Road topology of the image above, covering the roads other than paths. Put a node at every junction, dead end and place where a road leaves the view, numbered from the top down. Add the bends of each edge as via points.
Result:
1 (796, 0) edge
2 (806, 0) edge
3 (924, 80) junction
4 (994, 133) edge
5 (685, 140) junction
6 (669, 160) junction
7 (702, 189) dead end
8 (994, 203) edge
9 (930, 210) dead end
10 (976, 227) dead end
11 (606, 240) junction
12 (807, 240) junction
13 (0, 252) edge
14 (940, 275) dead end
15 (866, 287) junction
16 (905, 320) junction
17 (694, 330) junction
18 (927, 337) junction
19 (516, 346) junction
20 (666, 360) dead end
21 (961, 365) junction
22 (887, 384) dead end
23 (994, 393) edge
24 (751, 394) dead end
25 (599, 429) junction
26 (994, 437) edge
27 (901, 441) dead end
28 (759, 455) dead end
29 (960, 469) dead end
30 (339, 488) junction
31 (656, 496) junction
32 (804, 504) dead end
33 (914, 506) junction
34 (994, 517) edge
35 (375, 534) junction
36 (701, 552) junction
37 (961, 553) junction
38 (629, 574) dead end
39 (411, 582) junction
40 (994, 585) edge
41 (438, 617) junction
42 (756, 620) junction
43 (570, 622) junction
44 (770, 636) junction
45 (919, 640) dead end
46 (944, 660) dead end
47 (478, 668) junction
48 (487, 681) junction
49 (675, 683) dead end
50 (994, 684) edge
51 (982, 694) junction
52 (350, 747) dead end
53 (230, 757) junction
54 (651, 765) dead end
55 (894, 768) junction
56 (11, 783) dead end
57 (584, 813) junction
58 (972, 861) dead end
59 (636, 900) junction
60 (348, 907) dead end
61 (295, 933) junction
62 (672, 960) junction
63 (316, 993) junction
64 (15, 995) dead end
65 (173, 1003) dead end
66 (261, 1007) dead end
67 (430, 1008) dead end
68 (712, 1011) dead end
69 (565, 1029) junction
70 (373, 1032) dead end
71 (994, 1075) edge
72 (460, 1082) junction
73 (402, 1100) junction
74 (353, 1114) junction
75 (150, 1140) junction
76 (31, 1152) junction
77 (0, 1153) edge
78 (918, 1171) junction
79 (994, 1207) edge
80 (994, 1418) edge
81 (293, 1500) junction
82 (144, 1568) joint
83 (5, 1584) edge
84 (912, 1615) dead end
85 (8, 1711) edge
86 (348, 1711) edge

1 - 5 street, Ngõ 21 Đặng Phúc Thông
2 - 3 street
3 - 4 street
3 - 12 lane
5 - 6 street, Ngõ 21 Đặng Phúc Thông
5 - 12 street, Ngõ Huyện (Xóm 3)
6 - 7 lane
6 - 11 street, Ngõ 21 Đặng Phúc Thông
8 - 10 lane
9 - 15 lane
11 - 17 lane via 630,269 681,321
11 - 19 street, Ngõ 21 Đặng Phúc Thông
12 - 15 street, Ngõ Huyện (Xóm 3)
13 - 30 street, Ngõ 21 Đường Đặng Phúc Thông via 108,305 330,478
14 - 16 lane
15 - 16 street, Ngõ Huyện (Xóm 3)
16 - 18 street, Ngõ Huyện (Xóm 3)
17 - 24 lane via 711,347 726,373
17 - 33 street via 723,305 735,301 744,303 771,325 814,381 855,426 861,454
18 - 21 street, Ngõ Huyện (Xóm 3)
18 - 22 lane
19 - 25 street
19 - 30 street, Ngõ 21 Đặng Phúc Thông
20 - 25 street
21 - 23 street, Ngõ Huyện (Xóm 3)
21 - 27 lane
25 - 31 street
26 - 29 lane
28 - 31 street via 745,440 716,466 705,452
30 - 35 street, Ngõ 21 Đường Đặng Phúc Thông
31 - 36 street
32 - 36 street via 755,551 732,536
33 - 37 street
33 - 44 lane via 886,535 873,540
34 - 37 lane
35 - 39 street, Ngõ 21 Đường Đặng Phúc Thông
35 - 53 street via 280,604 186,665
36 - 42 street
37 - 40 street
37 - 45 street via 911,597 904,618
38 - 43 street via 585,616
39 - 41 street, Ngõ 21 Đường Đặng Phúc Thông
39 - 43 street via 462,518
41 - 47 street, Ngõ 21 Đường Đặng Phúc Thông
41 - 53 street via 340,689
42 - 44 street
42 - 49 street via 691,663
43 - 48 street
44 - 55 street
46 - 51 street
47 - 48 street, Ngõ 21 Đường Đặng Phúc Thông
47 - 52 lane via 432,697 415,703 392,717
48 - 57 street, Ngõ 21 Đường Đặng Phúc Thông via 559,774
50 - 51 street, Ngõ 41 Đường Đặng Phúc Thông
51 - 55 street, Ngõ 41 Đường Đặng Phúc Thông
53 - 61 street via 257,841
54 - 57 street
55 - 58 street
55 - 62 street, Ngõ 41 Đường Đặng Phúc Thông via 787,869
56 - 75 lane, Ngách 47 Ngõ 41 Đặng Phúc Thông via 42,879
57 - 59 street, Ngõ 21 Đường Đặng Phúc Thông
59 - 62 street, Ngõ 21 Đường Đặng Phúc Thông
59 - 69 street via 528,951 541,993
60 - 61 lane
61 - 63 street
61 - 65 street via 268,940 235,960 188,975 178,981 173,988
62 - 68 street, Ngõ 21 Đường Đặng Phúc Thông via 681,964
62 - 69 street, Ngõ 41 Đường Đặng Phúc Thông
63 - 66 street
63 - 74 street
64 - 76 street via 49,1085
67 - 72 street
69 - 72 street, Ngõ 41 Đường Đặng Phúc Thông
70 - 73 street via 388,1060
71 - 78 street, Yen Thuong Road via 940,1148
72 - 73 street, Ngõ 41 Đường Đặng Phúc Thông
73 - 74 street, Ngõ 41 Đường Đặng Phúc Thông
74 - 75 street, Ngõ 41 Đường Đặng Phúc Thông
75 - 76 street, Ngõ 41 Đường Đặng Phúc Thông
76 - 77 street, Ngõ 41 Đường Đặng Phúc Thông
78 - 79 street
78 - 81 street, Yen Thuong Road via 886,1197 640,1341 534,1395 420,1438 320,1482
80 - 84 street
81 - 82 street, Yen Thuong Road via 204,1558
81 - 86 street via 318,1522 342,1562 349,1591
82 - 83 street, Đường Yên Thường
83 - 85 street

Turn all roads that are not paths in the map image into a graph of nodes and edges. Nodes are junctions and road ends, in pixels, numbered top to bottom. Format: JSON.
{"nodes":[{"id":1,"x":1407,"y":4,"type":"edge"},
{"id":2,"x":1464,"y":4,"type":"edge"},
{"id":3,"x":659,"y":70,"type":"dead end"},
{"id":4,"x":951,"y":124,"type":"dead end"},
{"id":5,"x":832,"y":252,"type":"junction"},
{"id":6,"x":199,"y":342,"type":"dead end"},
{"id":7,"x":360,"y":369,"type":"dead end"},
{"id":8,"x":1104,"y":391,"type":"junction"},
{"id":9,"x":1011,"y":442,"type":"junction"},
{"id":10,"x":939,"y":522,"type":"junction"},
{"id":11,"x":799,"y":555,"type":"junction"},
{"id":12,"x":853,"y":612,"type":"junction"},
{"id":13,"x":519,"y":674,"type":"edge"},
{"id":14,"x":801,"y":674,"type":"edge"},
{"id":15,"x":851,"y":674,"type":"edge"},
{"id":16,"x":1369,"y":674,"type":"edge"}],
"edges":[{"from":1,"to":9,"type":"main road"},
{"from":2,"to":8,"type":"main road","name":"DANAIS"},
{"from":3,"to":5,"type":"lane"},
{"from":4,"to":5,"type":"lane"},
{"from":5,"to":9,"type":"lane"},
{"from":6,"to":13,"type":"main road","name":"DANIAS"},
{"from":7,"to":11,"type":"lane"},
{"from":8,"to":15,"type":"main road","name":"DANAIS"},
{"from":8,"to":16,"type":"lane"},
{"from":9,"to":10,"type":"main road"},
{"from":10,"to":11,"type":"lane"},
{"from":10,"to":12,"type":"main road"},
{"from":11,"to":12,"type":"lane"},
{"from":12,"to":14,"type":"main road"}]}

________________

◆ **EXERCISE**: Throughout the data above, report every line that contains the string "DANAIS".

◆ **REPLY TO THE EXERCISE**:
{"from":2,"to":8,"type":"main road","name":"DANAIS"},
{"from":8,"to":15,"type":"main road","name":"DANAIS"},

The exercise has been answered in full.